No time for sorrow or rotting segments,
only ceaseless work, small and private
Impressions upon the earth.
Like these poems we write.
No time for shallow or resistant lines.
Only ceaseless work, small and private
impressions upon the page.
​
(from Rosebud literary magazine)

Time of Night
We are obliterated by night,
by the wayward stars and their secrets
I step into the membrane of the night,
stretching my arms upward
until the bones of my fingers hook
the flesh of the moon.

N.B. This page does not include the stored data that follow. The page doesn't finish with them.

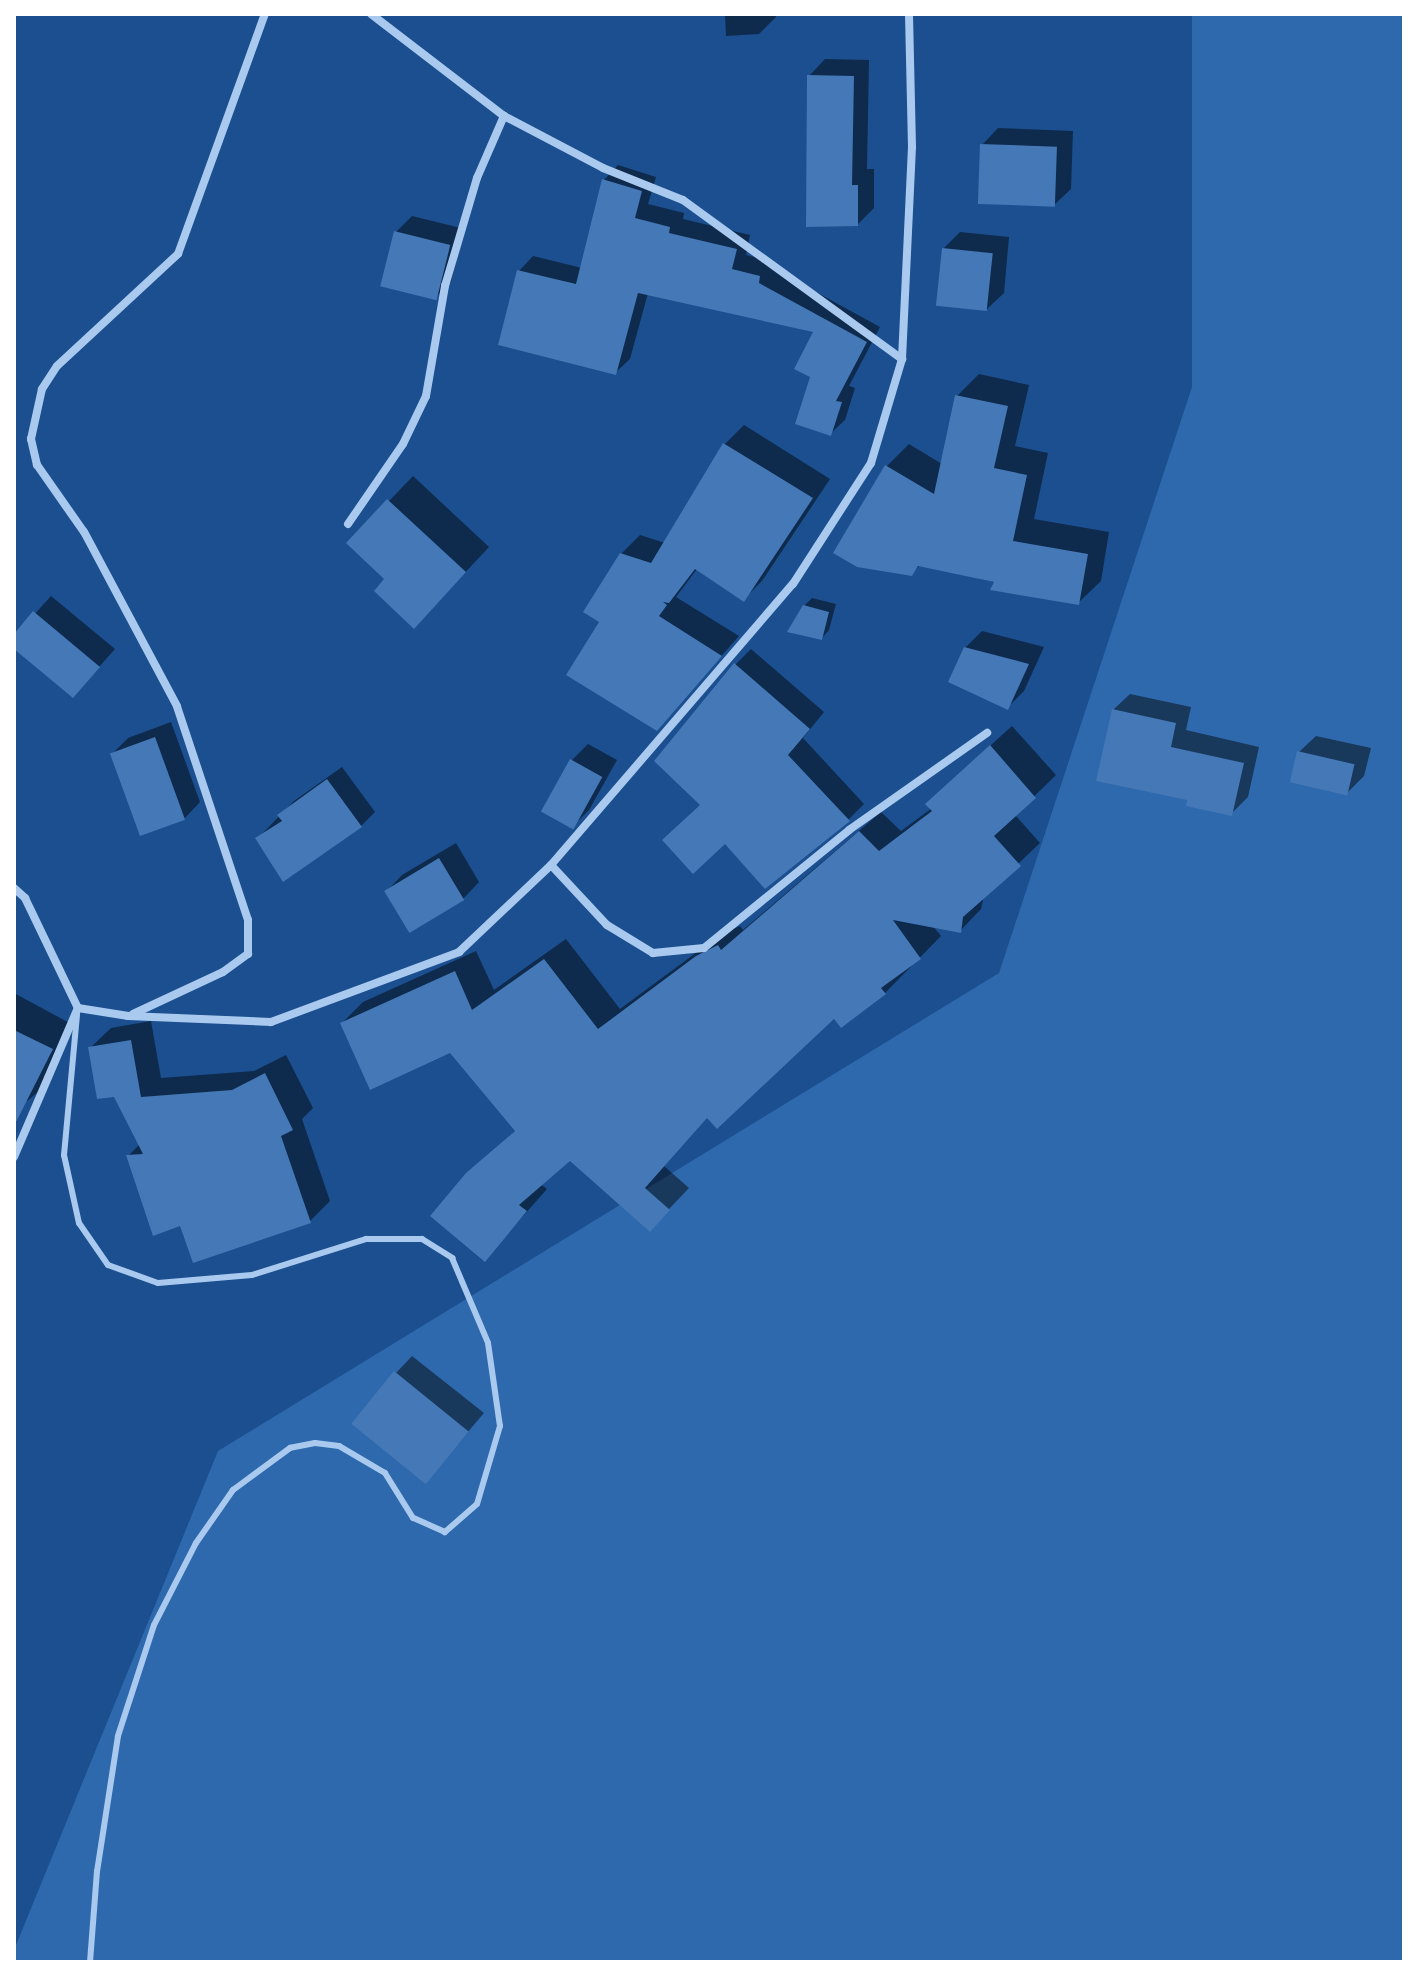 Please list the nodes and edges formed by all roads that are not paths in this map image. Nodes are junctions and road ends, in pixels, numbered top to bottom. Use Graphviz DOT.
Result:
graph roads {
  1 [pos="265,14"];
  2 [pos="371,14"];
  3 [pos="909,14"];
  4 [pos="504,116"];
  5 [pos="902,359"];
  6 [pos="348,524"];
  7 [pos="987,733"];
  8 [pos="551,865"];
  9 [pos="14,888"];
  10 [pos="78,1008"];
  11 [pos="128,1016"];
  12 [pos="14,1157"];
  13 [pos="90,1962"];
  1 -- 11 [label="street"];
  2 -- 4 [label="street"];
  3 -- 5 [label="street"];
  4 -- 5 [label="street"];
  4 -- 6 [label="street"];
  5 -- 8 [label="street"];
  7 -- 8 [label="street"];
  8 -- 11 [label="street"];
  9 -- 10 [label="street"];
  10 -- 11 [label="street"];
  10 -- 12 [label="street"];
  10 -- 13 [label="lane"];
}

Fevered,
I pull her luminous skin toward me
until she no longer resembles
a mouth-gaping lunatic.
I cannot get hold of her completely,
her shadows are carelessly stitched,
her illusion is worn.
I retract, retrace each damp footprint
until I am wholly returned to where I started:
cloaked in black, shuddering
like the stars.
​
(from Grasslimb)

Natural Birth
I walked into the woods,
and the moon placed a cap of light upon my head.
My feet pressed into the raw earth,
and all around the air trembled
with the sound of a thousand throated frogs.
I stood, silent, and felt the hunger inside me grow fierce.
The night sky threw a starry arm across my shoulders,
and lead me further in until I found my other self as a tree.
Its branches were my limbs. Its bark, my skin.
My hair, now supple leaves, bright and wet.